Corporate cases like this are a bit different of course since the judge is going to be (hopefully) un-engineerable. Microsoft got off scot free by just stalling until the administration changed and the new justice dept dropped the whole matter.
AccountKiller
I always assumed that SCO were a company who had turned to litigation because they couldn't sell products.
Well, that was only the tip of the iceberg.
The rest of it is that BayStar (and others?) delivered a truckload of cash to SCO with a prod in the ribs and a wink.
SCO is evil.
BayStar is more evil, because it funds companies to play the asshole/evil war against the big guns - encouraging companies to take up the rifles of Intellectual Property (and I don't just mean those companies being funded - I mean other companies seeing BayStar make a dollar and wanting to jump on the bandwagon).
This ENCOURAGES shitty patents. The broader the better: the more you can sue.
Linux must have looked like a fucking gold mine to BayStar.
I find the whole idea disturbing. I'm crossing my fingers that before SCO dies, BayStar breathes its last too.
For whatever its worth, SCO's Mexico Webpage has been dead since friday (no ping answer). I know, it might be anything, but I still hope I can eventually see the same anwser I get from SCO's Polland exwebpage on the mexican site.
My other OS is the MCP!
(please mod me underrated, not funny ... I'd like some more karma)
Then say something insightful or informative, don't crack a standard slashdot joke and beg for karma.
-Colin
Neither. I probably didn't put it very clearly.
I don't profess to be a legal expert, but the American legal system was based on common law. That means that to a great extent the law is what "makes sense" (as interpreted at the time) rather than what is "universally true".
My primary intention was to point out that to simplify something as vast and complex as the American legal system down to a statement that money is the sole determinant of the law is a distortion of the truth. I say that because it is my feeling that the first step in abandoning your own social responsibility is to say that you can do absolutely nothing to shape events because everyting is being controlled by monied interests. Apathy suits the needs only of those who depend in it for cover.
Read the EFF's Fair Use FAQ
I'm not too familiar with moderation on Groklaw, but I would not be surprised to find your assessment correct. Moderation without accountability or transparency is rampant on the net. Outright deletions of trolling posts is a great way to win the battle but lose the war. Slashdot deserves mad props for being able to combat the trolls without resorting to mass post deletion. Some don't understand why this is so important.
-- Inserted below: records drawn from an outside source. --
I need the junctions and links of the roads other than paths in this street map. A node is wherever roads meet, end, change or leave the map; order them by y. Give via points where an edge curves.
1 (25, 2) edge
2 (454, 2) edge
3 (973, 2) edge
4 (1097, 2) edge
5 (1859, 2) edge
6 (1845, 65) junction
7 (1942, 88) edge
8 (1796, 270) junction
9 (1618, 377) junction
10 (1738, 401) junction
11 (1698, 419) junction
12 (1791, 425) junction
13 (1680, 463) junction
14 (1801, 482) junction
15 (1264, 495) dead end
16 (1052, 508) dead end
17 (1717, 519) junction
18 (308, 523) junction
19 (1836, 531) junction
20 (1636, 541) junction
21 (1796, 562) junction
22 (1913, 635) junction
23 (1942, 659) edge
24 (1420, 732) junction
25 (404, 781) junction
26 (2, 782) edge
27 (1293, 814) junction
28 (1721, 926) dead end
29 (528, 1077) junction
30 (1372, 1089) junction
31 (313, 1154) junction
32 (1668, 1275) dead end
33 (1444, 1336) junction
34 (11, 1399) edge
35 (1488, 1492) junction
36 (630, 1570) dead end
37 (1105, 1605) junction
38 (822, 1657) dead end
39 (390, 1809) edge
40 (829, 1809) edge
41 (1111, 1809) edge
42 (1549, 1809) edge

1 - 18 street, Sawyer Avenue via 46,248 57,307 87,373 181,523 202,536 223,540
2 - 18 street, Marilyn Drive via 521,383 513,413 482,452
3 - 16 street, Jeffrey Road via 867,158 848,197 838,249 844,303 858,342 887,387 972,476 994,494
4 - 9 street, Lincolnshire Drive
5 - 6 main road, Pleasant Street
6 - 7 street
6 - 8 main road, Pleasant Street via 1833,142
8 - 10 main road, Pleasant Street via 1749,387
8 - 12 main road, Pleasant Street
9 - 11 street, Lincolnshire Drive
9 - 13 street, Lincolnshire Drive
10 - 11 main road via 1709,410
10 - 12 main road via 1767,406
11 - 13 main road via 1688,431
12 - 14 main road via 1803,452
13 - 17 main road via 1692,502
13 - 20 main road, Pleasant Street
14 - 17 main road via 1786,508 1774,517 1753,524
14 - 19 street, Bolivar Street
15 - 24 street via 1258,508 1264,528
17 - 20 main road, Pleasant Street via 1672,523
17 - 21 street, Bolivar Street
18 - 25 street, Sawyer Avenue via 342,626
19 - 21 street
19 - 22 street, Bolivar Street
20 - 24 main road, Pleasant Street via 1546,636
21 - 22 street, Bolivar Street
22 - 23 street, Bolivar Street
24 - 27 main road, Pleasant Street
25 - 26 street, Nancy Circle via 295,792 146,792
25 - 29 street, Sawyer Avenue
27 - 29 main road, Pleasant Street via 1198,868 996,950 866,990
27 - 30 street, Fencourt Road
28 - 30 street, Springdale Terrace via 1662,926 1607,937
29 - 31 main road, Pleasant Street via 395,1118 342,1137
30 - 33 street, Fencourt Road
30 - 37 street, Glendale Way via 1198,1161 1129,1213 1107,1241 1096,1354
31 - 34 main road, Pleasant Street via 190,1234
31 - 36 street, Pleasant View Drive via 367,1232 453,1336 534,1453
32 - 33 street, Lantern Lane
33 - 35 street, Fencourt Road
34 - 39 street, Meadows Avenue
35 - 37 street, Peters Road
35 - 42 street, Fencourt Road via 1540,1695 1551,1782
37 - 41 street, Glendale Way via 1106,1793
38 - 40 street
I was in a discussion with the owner of fark, and he saw outright deletions as just as "bad" as slashdot's moderation. The difference is that I can see everything pushed to -1, and feel confident that moderation is being applied correctly. In other systems, I have no idea if moderation is being abused.
To bring this back to the topic at hand, PJ should realize that the best way to fight ignorance and stupidity is with information, not moderation. Quashing the views of your opponents in any discussion makes you no better. The reason Groklaw has been so successful is in drudging up info that SCO would rather have had remained forgotten. The ultimate lesson should not be that SCO is bad, but that information is good. More information almost always leads us from deceit and error to truth and understanding.
--
As a final aside, I was so fed up with the abusive moderation on fark and other sites I've seen that I created my own to stand as a counter example of the way to run a web forum. It will likely never be very popular, but hey, it's better than just randomly bitching about such moderation. You can read more about it here.
When it's all about "sides", something important is missing. Both sides selecting jurors has to result in "balance of prejudice" and not "commitment to truth". In fact the latter quality could be seen as dangerous to both sides: an unknown quantity; better to have someone "on your team"!